Dealing with a catastrophe

posted 12.09.2018

AWS was preparing customers in us-east-1 for hurricane Florence and it remind me a bit of all the disastreous scenarios you can encounter when using AWS (and how you can mitigate them 100% better than if you we're running servers on-premise)

Scenario 1: hardware failure

One of the main advantages of cloud infra for me is not worrying about physical infrastructure at all. I recall a talk at an internal Rocket Internet Summit a few years ago. Some engineers had a 30 min talk how they found a bottleneck network link between their redis instances, affecting them for weeks. It felt crazy to spending time running around a datacenter instead of building ... products.

In general AWS will swap out any bad underlying hosts or disks without you knowing (I assume it's some sort of robot arms today). You will see a few practical implications though:

EC2
Run everything in ASGs.
You'll be used to instances being terminated and with a bit of work you won't recognize the difference between scaling down after peak and a unhealthy instance being terminated.
One pattern I see underused is running your single EC2 instances in an ASG as well, with min/max set to 1. In case it gets terminated, the ASG will spin up a replacement without manual action. In the case that you mutate the server state predictably (e.g. capistrano deployments), you can also make AMI snapshots to make it completely seamless.
RDS
For production workloads, Multi-AZ is expensive, but also a must-have. In our experience you will see errors for up to 20 seconds. Careful that 90% of default connection pool configs in database client libs can't handle a DNS change afterfailover (1, 2).
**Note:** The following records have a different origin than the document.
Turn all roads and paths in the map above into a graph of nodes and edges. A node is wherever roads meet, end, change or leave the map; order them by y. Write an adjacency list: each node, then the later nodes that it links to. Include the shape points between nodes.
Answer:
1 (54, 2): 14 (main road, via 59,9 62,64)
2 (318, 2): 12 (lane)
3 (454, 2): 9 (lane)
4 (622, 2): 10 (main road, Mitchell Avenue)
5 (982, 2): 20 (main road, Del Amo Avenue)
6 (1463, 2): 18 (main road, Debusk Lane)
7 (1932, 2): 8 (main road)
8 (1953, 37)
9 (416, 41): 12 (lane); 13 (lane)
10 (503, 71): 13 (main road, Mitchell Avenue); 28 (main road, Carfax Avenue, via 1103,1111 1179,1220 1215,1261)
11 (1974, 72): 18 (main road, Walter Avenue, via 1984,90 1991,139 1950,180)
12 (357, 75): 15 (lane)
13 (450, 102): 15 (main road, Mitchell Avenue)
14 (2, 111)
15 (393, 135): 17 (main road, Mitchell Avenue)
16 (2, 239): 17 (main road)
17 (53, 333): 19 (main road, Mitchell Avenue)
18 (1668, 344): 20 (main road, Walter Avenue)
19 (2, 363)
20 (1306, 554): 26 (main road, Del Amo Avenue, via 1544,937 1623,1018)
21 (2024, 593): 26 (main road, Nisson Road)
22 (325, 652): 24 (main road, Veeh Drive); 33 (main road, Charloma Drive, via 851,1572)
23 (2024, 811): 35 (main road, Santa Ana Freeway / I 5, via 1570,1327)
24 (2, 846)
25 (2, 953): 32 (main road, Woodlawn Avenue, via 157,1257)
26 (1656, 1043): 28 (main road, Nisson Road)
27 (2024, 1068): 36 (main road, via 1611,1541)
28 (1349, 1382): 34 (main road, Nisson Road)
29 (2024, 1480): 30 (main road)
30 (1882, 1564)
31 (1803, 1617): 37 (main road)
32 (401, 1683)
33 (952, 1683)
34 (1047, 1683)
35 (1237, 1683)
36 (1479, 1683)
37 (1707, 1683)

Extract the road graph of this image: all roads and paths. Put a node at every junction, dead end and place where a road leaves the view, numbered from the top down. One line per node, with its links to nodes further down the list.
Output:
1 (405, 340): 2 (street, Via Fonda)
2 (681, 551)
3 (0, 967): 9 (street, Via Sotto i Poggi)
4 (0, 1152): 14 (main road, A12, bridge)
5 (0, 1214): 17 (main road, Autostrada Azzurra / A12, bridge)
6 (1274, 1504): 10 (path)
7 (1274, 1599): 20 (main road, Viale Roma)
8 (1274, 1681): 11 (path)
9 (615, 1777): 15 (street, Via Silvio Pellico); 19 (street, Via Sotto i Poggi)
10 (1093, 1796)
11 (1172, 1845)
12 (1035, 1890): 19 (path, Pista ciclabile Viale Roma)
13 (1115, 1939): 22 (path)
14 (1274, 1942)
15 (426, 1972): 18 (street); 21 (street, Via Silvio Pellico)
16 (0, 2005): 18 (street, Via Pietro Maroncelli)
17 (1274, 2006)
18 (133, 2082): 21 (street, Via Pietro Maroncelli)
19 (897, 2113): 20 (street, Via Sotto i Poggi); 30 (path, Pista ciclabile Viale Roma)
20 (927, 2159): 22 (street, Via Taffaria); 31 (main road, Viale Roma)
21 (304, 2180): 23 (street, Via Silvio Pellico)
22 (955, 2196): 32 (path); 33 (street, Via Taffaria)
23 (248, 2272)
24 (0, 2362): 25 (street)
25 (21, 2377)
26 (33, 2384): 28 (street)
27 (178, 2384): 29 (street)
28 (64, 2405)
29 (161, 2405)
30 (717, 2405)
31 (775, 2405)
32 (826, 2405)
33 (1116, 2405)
After fixing these issues across all our apps and frameworks, we feel comfortable enough to trigger failovers during live operations.
Elasticache
Same as for RDS, double check your redis client library if it can handle the failover gracefully. AWS allows you to trigger a manual failover at anytime

Scenario 2: AZ failure

In the Well-archited framework whitepapers, you'll find a lot of talking about availability zones. In the interface, AWS does a great job from giving an impression you have automatic datacenter redundancy, but you still need to be aware of how it all works. The first effect you might notice is that you will start accuring inter-AZ data transfer charges and I often see this as a source of frustration with EC2.

It's hard to detect an AZ failure in real time and there is no reliable API telling you which services in which AZ are not working properly. Some issues also manifest as connectivity issues between specific AZs. For that reason, we took a more manual emergency rulebook approach, which would allow the on-call engineer to follow steps to recover in case of a prolonged outage:

  • Modifying auto-scaling policies to exclude the AZ we think is misbehaving
  • Drain and decomission all instances already running within that AZ
  • Manual failover all Multi-AZ RDS databases where the master is in the affected AZ
  • Same manual failover for Elasticache clusters

One tough test for us was stateful cluster-forming applications, like Akka. Its default cluster formation heartbeats expect your instances to run within a single physical datacenter and cross-DC network jitter completely throws it off. By using the kubernetes API as a source of truth (etcd seems to be much more capable of handling cross AZ quorum maintenance) we were able to implement a very reliable split brain resolver handling the connectivity failures I mentioned above.

Scenario 3: Regional failure

We're not netflix, yet :)